■ ASSIGNMENT
Go through the data and copy each line where the string "need" appears.

■ MATERIAL FOR THIS TASK
*-*-*
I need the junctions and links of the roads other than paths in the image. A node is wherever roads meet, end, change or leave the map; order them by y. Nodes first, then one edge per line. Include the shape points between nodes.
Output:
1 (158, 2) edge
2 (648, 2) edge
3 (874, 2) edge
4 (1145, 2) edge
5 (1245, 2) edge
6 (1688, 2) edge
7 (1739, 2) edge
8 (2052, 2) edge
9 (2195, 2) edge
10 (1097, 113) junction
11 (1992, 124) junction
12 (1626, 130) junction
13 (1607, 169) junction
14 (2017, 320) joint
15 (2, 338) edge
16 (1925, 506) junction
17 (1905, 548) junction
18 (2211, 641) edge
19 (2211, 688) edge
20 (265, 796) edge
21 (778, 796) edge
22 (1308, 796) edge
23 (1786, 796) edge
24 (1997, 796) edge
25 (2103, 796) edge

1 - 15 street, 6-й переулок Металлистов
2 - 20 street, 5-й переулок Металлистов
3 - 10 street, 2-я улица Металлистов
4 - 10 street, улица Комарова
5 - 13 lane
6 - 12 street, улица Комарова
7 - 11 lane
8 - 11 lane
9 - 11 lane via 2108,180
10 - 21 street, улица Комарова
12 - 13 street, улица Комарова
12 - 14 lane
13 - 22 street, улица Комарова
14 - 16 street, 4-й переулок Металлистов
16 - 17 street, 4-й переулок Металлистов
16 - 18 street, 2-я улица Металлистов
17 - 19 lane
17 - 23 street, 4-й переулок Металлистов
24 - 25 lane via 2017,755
*-*-*
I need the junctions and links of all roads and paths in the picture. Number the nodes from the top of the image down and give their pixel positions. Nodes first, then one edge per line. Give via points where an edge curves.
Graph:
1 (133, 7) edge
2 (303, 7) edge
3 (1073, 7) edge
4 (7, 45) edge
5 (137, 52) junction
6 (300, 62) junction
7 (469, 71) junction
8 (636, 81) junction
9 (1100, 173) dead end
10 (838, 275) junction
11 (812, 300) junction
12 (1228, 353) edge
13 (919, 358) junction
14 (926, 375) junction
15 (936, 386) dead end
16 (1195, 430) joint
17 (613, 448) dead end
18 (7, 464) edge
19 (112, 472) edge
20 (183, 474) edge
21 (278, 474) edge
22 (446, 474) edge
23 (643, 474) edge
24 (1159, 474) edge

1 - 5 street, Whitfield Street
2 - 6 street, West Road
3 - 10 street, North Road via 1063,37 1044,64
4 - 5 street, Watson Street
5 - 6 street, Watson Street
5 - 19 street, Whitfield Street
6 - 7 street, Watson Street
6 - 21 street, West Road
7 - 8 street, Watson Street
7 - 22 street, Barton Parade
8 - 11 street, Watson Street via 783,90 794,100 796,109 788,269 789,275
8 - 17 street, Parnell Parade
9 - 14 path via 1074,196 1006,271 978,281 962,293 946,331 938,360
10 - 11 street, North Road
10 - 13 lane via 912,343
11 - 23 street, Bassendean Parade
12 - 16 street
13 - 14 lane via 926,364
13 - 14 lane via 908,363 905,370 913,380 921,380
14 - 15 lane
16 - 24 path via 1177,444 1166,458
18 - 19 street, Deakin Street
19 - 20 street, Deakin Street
*-*-*
■ ANSWER AREA
I need the junctions and links of the roads other than paths in the image. A node is wherever roads meet, end, change or leave the map; order them by y. Nodes first, then one edge per line. Include the shape points between nodes.
I need the junctions and links of all roads and paths in the picture. Number the nodes from the top of the image down and give their pixel positions. Nodes first, then one edge per line. Give via points where an edge curves.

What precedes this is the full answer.